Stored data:

⟨

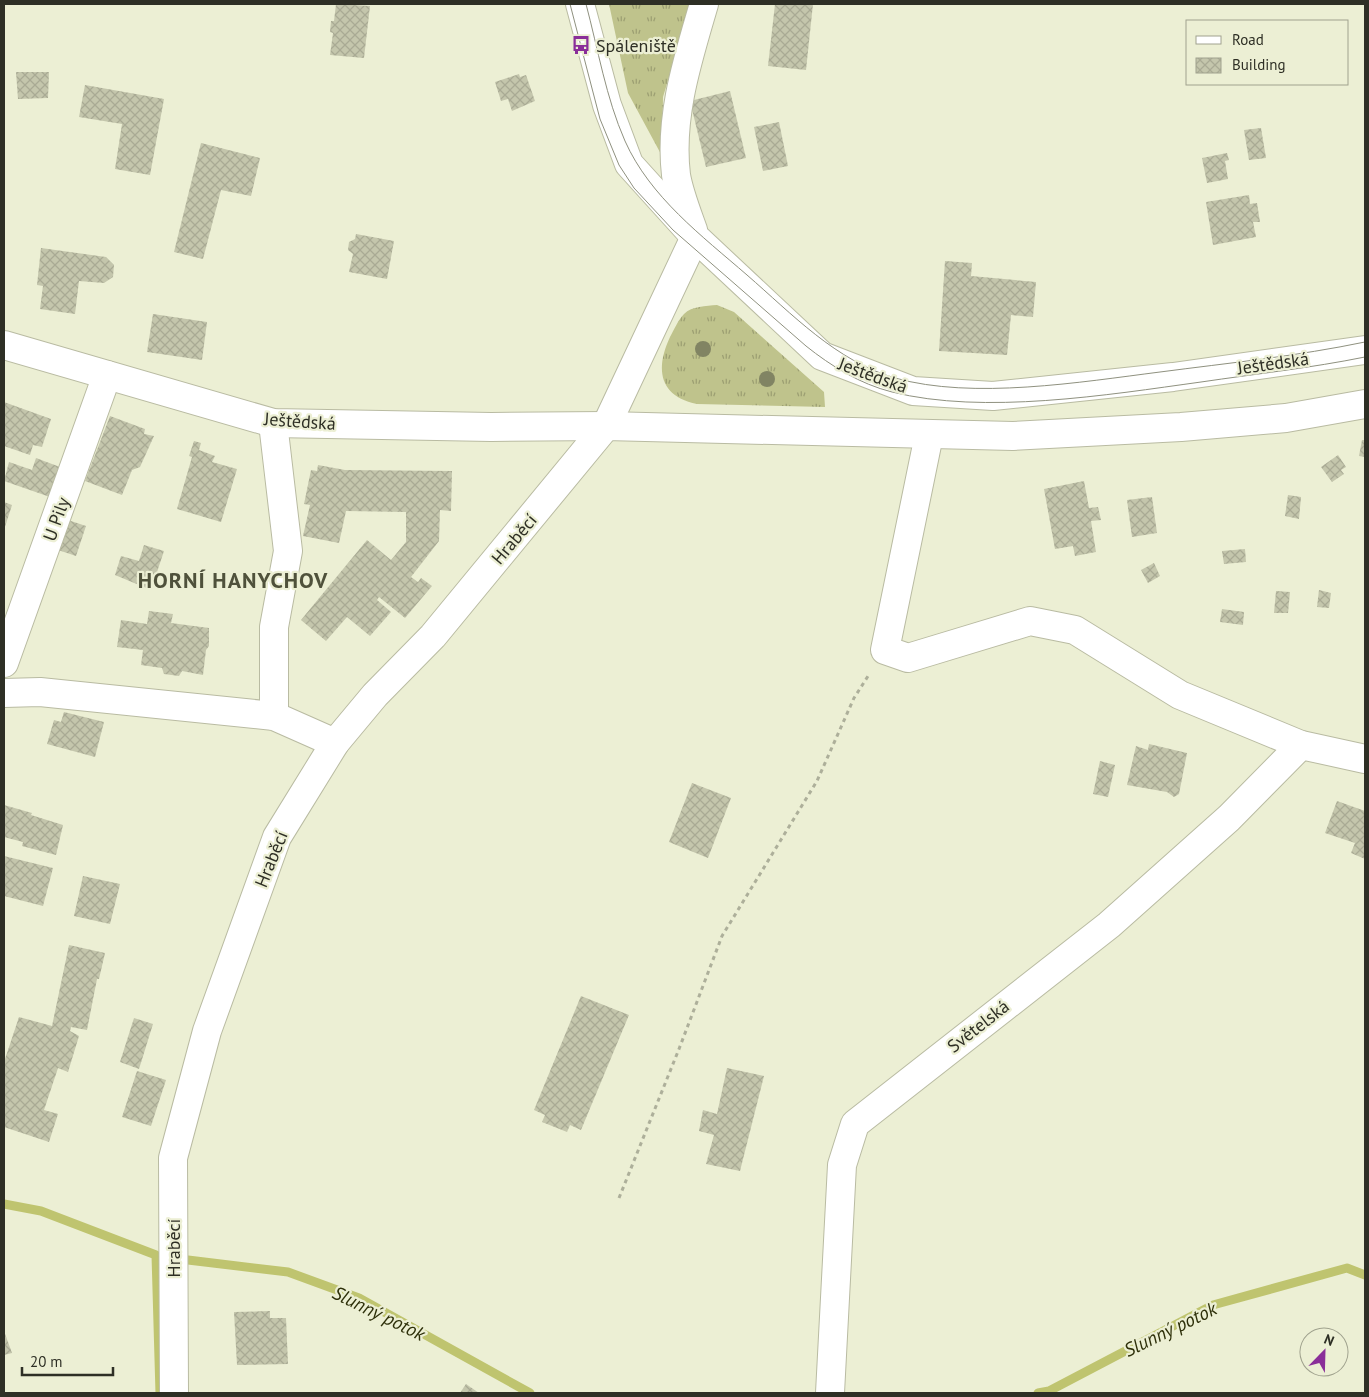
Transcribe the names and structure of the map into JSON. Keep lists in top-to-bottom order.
{
  "streets": {
    "street": [
      "Ještědská",
      "U Pily",
      "Hraběcí",
      "Světelská"
    ]
  },
  "crossings": [
    ["Ještědská", "U Pily"],
    ["Ještědská", "Hraběcí"]
  ],
  "districts": ["HORNÍ HANYCHOV"],
  "water": ["Slunný potok"],
  "places": {
    "bus stop": ["Spáleniště"]
  },
  "legend": ["Road", "Building"],
  "scale_bar": "20 m",
  "north": "top right"
}
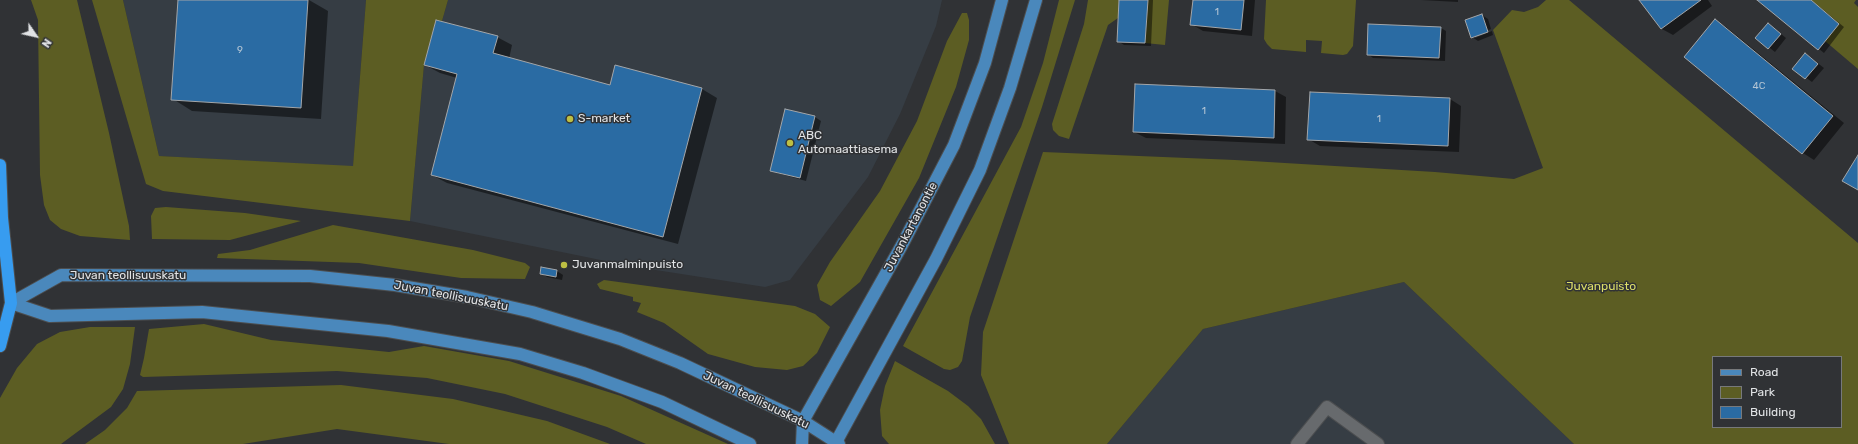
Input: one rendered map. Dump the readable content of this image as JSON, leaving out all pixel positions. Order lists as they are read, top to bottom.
{
  "streets": {
    "main road": ["Juvankartanontie", "Juvan teollisuuskatu"]
  },
  "crossings": [
    ["Juvankartanontie", "Juvan teollisuuskatu"]
  ],
  "parks": ["Juvanpuisto"],
  "places": ["S-market", "ABC Automaattiasema", "Juvanmalminpuisto"],
  "house_numbers": [
    "1",
    "9",
    "4C",
    "1",
    "1"
  ],
  "legend": ["Road", "Park", "Building"],
  "north": "bottom right"
}
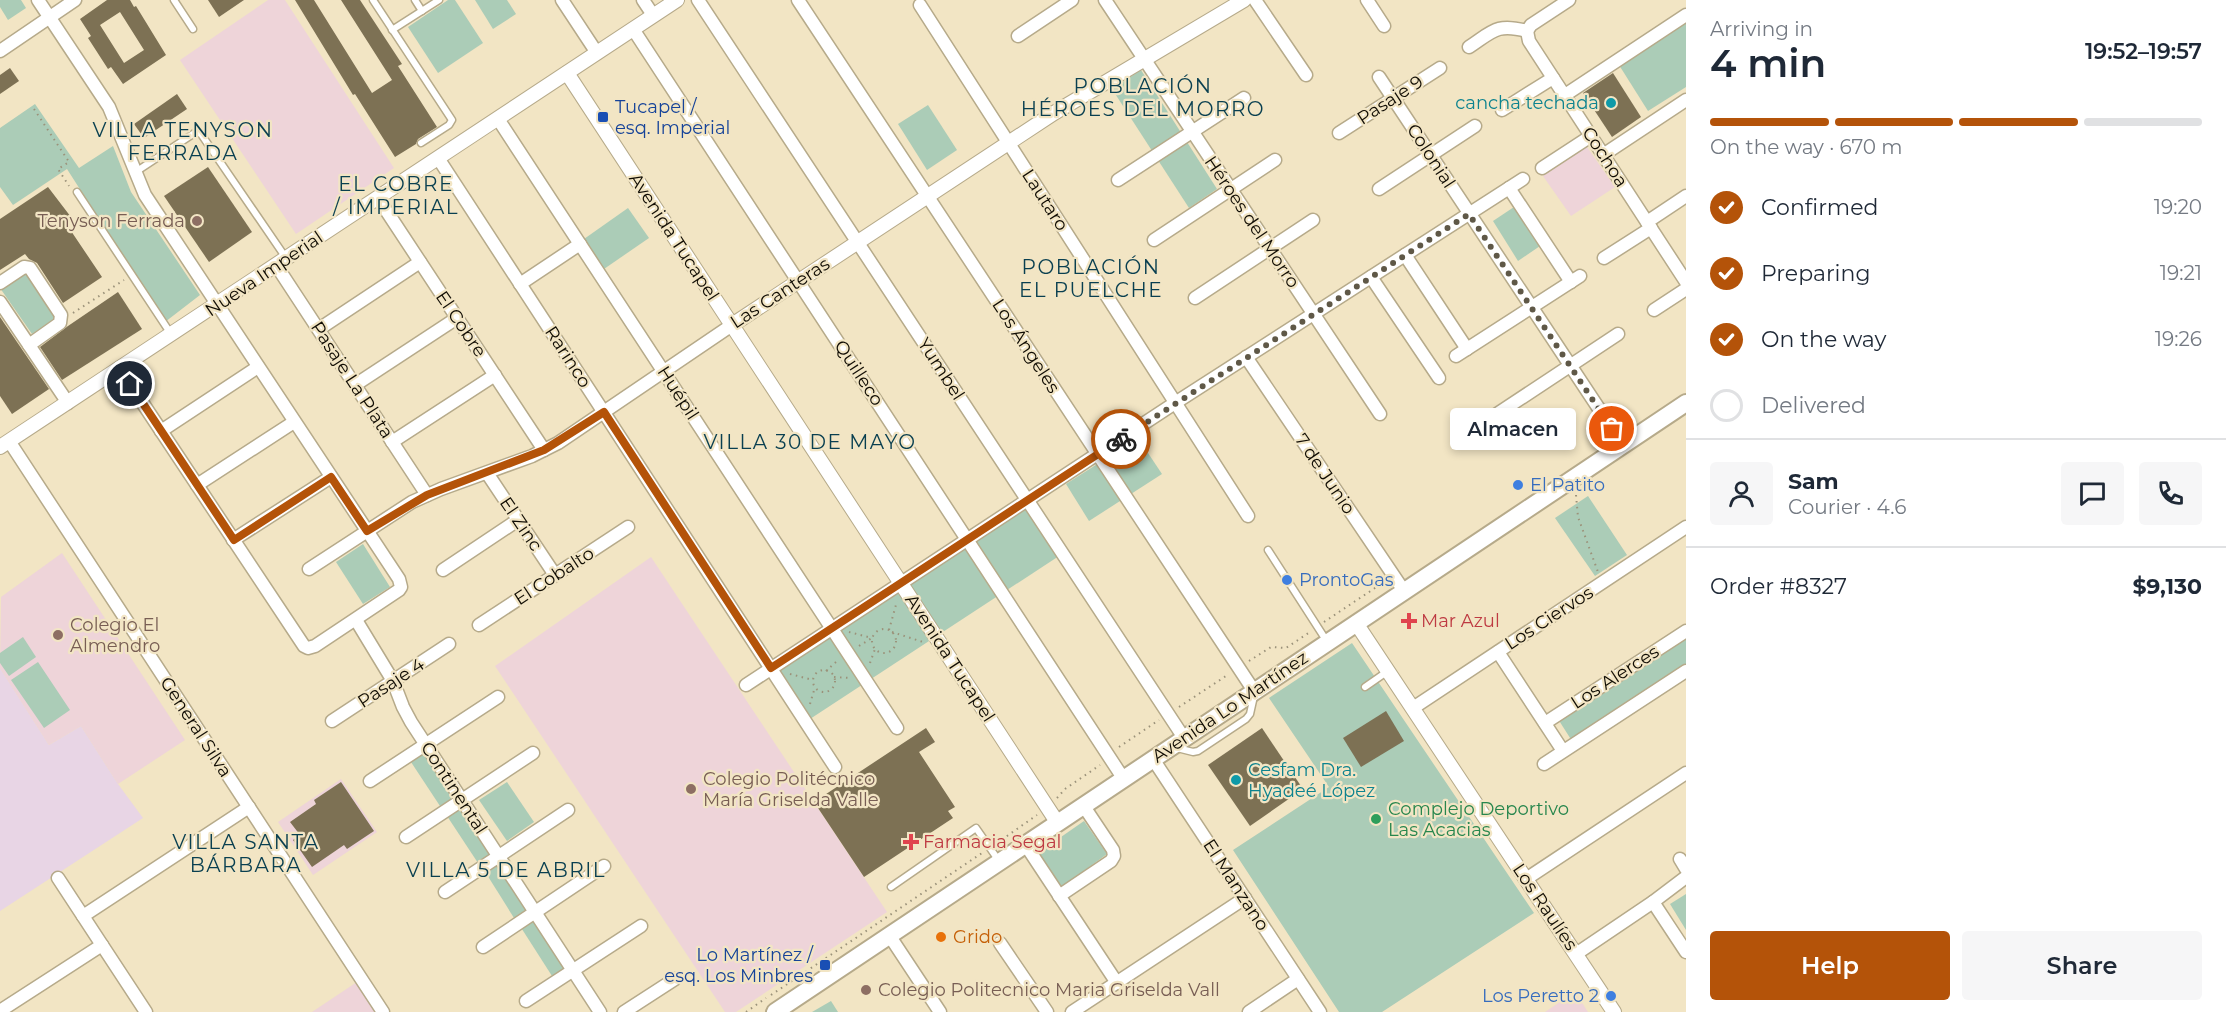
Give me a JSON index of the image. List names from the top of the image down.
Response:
{
  "streets": {
    "main road": ["Avenida Lo Martínez"],
    "street": [
      "Pasaje 9",
      "Colonial",
      "Cochoa",
      "Lautaro",
      "Héroes del Morro",
      "Avenida Tucapel",
      "Nueva Imperial",
      "Las Canteras",
      "El Cobre",
      "Los Ángeles",
      "Rarinco",
      "Yumbel",
      "Quilleco",
      "Pasaje La Plata",
      "Huépil",
      "7 de Junio",
      "El Zinc",
      "El Cobalto",
      "Los Ciervos",
      "Los Alerces",
      "Pasaje 4",
      "General Silva",
      "Continental",
      "El Manzano",
      "Los Raulíes"
    ]
  },
  "crossings": [
    ["Pasaje 9", "Colonial"],
    ["Colonial", "Avenida Lo Martínez"],
    ["Lautaro", "Las Canteras"],
    ["Héroes del Morro", "Las Canteras"],
    ["Avenida Tucapel", "Nueva Imperial"],
    ["Avenida Tucapel", "Las Canteras"],
    ["Avenida Tucapel", "Avenida Lo Martínez"],
    ["Nueva Imperial", "El Cobre"],
    ["Nueva Imperial", "Rarinco"],
    ["Nueva Imperial", "Quilleco"],
    ["Nueva Imperial", "Pasaje La Plata"],
    ["Nueva Imperial", "Huépil"],
    ["Nueva Imperial", "General Silva"],
    ["Las Canteras", "El Cobre"],
    ["Las Canteras", "Los Ángeles"],
    ["Las Canteras", "Rarinco"],
    ["Las Canteras", "Yumbel"],
    ["Las Canteras", "Quilleco"],
    ["Las Canteras", "Pasaje La Plata"],
    ["Las Canteras", "Huépil"],
    ["Las Canteras", "El Zinc"],
    ["Los Ángeles", "Avenida Lo Martínez"],
    ["Yumbel", "Avenida Lo Martínez"],
    ["Quilleco", "Avenida Lo Martínez"],
    ["7 de Junio", "Avenida Lo Martínez"],
    ["El Zinc", "El Cobalto"],
    ["Los Ciervos", "Los Raulíes"],
    ["Pasaje 4", "Continental"],
    ["Avenida Lo Martínez", "El Manzano"],
    ["Avenida Lo Martínez", "Los Raulíes"]
  ],
  "districts": [
    "POBLACIÓN HÉROES DEL MORRO",
    "VILLA TENYSON FERRADA",
    "EL COBRE / IMPERIAL",
    "POBLACIÓN EL PUELCHE",
    "VILLA 30 DE MAYO",
    "VILLA SANTA BÁRBARA",
    "VILLA 5 DE ABRIL"
  ],
  "places": {
    "other": [
      "cancha techada",
      "Tenyson Ferrada",
      "Almacen",
      "El Patito",
      "ProntoGas",
      "Colegio El Almendro",
      "Cesfam Dra. Hyadeé López",
      "Colegio Politécnico María Griselda Valle",
      "Complejo Deportivo Las Acacias",
      "Grido",
      "Colegio Politecnico Maria Griselda Vall",
      "Los Peretto 2"
    ],
    "transit": ["Tucapel / esq. Imperial", "Lo Martínez / esq. Los Minbres"],
    "health": ["Mar Azul", "Farmacia Segal"]
  },
  "page": {
    "heading": ["4 min", "Arriving in", "19:52–19:57"],
    "panel": [
      "Sam",
      "Courier · 4.6",
      "Order #8327",
      "$9,130"
    ],
    "bar": "On the way · 670 m",
    "list": [
      ["Confirmed", "19:20"],
      ["Preparing", "19:21"],
      ["On the way", "19:26"],
      "Delivered"
    ],
    "bubble": "Almacen",
    "buttons": ["Help", "Share"]
  }
}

⟩

- Directions for this task -
The expected output is an exact copy of the lines from the top of the data above through the line containing "Give me a JSON", both included, with every picture omitted.

- Reply to the task -
Transcribe the names and structure of the map into JSON. Keep lists in top-to-bottom order.
{
  "streets": {
    "street": [
      "Ještědská",
      "U Pily",
      "Hraběcí",
      "Světelská"
    ]
  },
  "crossings": [
    ["Ještědská", "U Pily"],
    ["Ještědská", "Hraběcí"]
  ],
  "districts": ["HORNÍ HANYCHOV"],
  "water": ["Slunný potok"],
  "places": {
    "bus stop": ["Spáleniště"]
  },
  "legend": ["Road", "Building"],
  "scale_bar": "20 m",
  "north": "top right"
}
Input: one rendered map. Dump the readable content of this image as JSON, leaving out all pixel positions. Order lists as they are read, top to bottom.
{
  "streets": {
    "main road": ["Juvankartanontie", "Juvan teollisuuskatu"]
  },
  "crossings": [
    ["Juvankartanontie", "Juvan teollisuuskatu"]
  ],
  "parks": ["Juvanpuisto"],
  "places": ["S-market", "ABC Automaattiasema", "Juvanmalminpuisto"],
  "house_numbers": [
    "1",
    "9",
    "4C",
    "1",
    "1"
  ],
  "legend": ["Road", "Park", "Building"],
  "north": "bottom right"
}
Give me a JSON index of the image. List names from the top of the image down.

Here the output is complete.